Patient-reported outcomes were stable over the treatment period. Any-grade treatment-related adverse events (TRAEs) were reported in 80% of patients, the most common being pruritus (36%), arthralgia (20%), and hypothyroidism (18%). Any-grade TRAEs leading to discontinuation were reported by 13% of patients, including one case (2%) each of grade 2 arthritis, congestive cardiomyopathy, and encephalitis; one case (2%) each of grade 3 gastroenteritis and increased blood creatinine; and one case (2%) of grade 4 respiratory failure. Of the 10 patient deaths, eight were because of disease and two were because of AEs unrelated to study treatment. Any-grade serious TRAEs occurred in 47% (skin), 29% (endocrine), 20% (gastrointestinal), 11% (hepatic), 4% (pulmonary), and 2% (renal) of patients.

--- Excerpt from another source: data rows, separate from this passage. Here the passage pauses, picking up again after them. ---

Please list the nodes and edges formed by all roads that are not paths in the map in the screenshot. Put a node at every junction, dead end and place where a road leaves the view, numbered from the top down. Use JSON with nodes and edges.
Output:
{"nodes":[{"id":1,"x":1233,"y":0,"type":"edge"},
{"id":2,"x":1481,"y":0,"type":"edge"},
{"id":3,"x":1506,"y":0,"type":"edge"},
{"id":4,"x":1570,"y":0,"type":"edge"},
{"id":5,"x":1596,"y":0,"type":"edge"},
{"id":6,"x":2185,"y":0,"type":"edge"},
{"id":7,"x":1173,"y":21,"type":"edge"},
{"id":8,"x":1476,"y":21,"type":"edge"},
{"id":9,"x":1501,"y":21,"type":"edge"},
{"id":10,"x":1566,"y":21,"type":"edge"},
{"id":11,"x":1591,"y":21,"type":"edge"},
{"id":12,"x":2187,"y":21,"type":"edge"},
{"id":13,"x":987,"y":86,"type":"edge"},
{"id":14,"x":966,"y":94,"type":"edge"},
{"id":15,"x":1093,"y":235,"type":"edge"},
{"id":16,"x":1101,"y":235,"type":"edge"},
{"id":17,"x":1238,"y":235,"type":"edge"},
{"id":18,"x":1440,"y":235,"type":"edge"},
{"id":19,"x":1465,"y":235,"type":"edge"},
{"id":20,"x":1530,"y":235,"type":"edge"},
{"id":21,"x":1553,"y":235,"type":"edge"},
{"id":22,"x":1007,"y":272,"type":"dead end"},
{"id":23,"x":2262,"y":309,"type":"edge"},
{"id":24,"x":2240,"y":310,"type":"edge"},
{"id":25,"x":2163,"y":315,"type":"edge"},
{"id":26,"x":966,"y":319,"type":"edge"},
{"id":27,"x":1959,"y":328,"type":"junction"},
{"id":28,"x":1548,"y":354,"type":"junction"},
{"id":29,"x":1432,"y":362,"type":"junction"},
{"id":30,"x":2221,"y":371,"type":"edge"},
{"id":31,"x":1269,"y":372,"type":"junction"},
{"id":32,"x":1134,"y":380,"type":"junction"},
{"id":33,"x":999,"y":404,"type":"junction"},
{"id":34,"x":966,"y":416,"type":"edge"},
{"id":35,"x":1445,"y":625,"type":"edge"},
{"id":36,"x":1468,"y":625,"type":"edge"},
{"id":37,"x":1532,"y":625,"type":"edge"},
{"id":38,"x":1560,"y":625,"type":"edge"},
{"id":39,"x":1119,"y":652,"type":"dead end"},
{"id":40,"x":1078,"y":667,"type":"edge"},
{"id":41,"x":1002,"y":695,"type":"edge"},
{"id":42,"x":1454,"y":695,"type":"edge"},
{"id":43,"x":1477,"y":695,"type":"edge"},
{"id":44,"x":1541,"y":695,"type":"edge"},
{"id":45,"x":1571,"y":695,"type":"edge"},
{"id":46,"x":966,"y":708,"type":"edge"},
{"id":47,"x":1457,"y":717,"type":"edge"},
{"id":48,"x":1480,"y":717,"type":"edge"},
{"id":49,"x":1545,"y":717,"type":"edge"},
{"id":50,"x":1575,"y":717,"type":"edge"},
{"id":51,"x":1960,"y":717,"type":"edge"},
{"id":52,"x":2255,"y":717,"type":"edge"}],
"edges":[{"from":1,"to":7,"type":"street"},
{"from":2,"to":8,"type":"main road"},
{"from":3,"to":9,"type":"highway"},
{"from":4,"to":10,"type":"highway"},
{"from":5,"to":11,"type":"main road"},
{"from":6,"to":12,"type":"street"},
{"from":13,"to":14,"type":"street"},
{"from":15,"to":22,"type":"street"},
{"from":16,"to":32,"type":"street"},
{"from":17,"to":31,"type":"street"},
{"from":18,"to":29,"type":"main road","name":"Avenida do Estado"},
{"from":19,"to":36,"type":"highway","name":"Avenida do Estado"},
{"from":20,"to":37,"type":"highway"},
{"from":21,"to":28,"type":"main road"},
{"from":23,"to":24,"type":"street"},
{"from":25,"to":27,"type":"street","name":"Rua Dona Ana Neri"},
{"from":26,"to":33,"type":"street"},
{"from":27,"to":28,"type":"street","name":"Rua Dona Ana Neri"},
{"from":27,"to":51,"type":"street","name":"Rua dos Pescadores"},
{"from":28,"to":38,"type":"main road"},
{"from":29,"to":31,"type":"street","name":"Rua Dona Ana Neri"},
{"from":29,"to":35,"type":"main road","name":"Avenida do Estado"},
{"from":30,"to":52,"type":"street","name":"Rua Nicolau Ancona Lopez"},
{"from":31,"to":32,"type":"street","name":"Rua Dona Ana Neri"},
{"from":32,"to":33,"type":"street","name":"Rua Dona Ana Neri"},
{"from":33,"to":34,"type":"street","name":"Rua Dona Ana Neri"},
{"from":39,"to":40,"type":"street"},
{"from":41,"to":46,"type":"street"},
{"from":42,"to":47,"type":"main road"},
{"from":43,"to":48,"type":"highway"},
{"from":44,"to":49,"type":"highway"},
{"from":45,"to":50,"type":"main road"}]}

In this first report of a dual immune-oncology combination as first-line therapy for MSI-H/dMMR mCRC, nivolumab plus low-dose ipilimumab demonstrated a robust clinical benefit characterised by an ORR of 69% (CR rate,13%), DCR of 84%, and durable responses after a median 29.0 months of follow-up. In addition, ORR benefit was observed in all evaluated subgroups, including BRAF or KRAS mutation status. Based on these promising data, randomised studies are warranted.
Lenz HJ, et al. Van Cutsem E, Limon ML, et al. First-Line Nivolumab Plus Low-Dose Ipilimumab for microsatellite Instability-High/Mismatch Repair-Deficient Metastatic Colorectal Cancer: The Phase II CheckMate 142 Study. J Clin Oncol. 2022;40:161-70.